The Court observed that the stage to consider such confessional statements arrived only after the other evidence is considered and found to be satisfactory.

6. In the present case several statements have been recorded under the Customs Act and marked as Ex.23 to EX.31.

They were all recorded on 2.2.1970. In the statement of Accused No.1 he stated that PW 27 was driving the car of the appellant and he met him on the relevant date and requested him to bring gold from the vessel which was in the sea. He was also assured that he would be paid for the work by the appellant. He was instructed to bring gold near Jampore School. His statement implicates the appellant amply. His second statement was recorded on 3.2.1970 and the third on 11.7.70. In the third statement he had stated that the machine for his boat was fitted with the help of the appellant and it was agreed between him and the appellant that the amounts payable for the work which he would do for the appellant could be adjusted towards the cost of the machine. According to him the appellant told him that if he had any work he would send a message through PW 27. The fourth statement of Accused No.1 was recorded on 25.2.1972.

The statements of Accused Nos. 2 to 7, 10 and 11 were also recorded on 2.2.1970. Accused No.3 made a specific reference to the appellant. The statements recorded under the Customs Act have been duly proved by the concerned officials. The courts below were satisfied that there was no threat or inducement and that the relevant provisions of law were explained to the persons who gave the statements. The statements were found to be voluntary and not vitiated in any manner. Hence, all those statements are admissible in evidence and it is clear therefrom that the appellant was guilty of the offences for which he was prosecuted.

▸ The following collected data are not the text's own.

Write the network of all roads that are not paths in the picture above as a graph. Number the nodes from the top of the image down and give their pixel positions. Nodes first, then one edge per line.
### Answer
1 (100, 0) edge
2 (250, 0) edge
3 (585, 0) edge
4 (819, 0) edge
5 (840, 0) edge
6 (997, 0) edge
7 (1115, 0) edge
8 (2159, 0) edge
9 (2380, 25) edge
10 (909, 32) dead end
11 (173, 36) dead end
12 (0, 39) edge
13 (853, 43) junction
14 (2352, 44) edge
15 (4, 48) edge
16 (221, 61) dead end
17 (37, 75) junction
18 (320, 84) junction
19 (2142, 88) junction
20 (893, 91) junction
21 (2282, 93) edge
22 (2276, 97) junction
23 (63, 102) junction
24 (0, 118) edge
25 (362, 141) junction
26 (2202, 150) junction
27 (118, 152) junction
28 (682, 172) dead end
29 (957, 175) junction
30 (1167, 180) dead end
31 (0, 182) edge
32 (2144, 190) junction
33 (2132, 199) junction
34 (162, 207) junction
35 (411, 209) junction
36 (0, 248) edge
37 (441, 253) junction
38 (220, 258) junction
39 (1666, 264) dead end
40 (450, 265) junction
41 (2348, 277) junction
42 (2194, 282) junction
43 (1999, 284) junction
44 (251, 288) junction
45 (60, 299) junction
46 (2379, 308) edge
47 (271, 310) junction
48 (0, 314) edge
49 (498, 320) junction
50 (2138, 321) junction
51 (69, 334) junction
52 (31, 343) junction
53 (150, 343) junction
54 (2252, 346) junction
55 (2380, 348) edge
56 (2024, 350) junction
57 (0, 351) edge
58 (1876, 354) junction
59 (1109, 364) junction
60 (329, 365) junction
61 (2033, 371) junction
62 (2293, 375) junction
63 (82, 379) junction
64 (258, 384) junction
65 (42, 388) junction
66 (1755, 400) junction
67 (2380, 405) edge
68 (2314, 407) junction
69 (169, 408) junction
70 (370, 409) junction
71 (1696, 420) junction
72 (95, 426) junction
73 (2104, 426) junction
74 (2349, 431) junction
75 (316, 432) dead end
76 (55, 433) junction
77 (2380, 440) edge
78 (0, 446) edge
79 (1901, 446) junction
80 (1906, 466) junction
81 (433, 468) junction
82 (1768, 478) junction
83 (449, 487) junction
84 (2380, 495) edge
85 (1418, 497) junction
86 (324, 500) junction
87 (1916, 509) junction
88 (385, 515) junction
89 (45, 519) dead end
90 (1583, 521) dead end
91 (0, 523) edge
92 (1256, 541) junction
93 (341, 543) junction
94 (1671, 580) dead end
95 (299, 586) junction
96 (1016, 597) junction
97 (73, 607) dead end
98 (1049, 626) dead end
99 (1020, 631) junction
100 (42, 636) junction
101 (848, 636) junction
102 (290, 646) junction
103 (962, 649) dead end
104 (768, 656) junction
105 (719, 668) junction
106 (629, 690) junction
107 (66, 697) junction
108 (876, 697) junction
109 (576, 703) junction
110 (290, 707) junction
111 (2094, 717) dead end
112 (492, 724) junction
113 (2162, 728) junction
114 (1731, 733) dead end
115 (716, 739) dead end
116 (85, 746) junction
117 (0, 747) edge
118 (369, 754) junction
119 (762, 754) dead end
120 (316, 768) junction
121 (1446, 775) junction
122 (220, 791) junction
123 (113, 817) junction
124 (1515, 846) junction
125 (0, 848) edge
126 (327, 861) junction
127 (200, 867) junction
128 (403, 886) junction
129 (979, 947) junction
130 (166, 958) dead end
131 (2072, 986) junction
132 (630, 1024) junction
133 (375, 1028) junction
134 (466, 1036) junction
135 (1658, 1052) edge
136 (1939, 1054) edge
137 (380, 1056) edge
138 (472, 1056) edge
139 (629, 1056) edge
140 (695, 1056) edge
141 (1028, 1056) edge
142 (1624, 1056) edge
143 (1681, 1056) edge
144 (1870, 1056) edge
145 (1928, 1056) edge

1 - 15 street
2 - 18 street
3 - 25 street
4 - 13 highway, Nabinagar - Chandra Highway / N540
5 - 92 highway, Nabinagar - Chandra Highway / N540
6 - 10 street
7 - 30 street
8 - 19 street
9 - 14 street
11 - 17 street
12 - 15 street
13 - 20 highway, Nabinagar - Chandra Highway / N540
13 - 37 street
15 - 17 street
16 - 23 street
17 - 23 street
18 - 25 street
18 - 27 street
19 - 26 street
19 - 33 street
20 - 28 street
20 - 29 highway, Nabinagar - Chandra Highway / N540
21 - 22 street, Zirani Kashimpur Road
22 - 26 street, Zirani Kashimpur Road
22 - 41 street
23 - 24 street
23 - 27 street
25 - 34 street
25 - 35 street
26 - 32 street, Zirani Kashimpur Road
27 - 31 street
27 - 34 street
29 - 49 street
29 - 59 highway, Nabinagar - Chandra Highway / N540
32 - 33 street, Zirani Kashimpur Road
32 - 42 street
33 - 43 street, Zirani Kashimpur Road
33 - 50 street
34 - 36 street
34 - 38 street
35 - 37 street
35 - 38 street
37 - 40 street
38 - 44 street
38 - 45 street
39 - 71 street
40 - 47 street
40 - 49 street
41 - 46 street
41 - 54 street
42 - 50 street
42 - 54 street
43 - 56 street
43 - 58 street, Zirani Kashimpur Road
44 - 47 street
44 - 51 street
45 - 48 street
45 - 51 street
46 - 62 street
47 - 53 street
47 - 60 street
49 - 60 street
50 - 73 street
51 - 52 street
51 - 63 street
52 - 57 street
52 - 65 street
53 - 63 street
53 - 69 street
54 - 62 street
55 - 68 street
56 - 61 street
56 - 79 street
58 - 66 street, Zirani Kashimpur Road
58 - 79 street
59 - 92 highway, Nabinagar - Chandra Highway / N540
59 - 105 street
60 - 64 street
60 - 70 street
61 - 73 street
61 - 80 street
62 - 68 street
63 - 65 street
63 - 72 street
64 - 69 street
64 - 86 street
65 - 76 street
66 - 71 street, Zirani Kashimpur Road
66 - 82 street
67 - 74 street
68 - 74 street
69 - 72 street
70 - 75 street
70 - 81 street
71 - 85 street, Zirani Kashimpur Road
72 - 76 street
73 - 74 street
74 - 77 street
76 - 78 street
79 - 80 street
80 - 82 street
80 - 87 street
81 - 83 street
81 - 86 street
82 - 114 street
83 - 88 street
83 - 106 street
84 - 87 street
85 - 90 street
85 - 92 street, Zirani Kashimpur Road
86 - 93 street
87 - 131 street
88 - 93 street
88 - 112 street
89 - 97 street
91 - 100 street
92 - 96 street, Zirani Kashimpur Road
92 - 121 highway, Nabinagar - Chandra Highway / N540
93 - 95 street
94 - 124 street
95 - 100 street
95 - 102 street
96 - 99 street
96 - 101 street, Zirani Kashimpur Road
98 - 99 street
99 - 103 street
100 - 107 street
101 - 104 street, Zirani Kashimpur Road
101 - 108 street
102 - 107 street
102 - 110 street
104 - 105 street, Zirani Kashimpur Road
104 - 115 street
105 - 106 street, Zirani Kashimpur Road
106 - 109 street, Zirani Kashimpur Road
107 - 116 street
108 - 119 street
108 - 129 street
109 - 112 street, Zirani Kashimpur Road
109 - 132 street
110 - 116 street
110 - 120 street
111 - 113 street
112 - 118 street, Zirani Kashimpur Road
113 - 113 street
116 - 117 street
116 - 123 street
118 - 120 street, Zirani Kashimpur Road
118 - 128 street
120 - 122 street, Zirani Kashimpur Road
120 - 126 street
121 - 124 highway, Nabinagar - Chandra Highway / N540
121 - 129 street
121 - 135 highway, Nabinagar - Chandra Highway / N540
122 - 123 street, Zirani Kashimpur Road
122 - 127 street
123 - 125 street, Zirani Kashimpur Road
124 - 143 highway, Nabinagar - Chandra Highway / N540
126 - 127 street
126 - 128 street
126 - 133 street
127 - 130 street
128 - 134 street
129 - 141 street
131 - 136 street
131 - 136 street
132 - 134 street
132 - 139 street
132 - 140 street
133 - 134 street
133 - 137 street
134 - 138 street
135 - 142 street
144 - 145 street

7. An attempt was made to contest the admissibility of the said statement in evidence. It is well settled that statements recorded under Section 108 of the Customs Act are admissible in evidence vide Ramesh Chandra Versus State of West Bengal, AIR 1970 S.C. 940 and K.I. Pavunny Versus Assistant Collector (H.Q.). Central Excise Collectorate, Cochin (1997) 3 S.C.C. 721.

8. The Courts below were therefore justified in accepting the contents of those statements and considering the evidence of PW 27 in addition thereto. Moreover reference has been made to the evidence of PW 15 who was of a Customs.

According to his evidence he knew 27 personally and had knowledge that he was a driver of the appellant.

9. Both the trial court and the High Court have discussed the evidence on record in detail. We do not find it necessary to repeat the exercise in this judgment. We are convinced that the discussion and appreciation of evidence by the courts below do not suffer from any infirmity whatever. We do not find any reason to differ from the conclusion arrived at by them. In the circumstances, the appeals fail and are dismissed.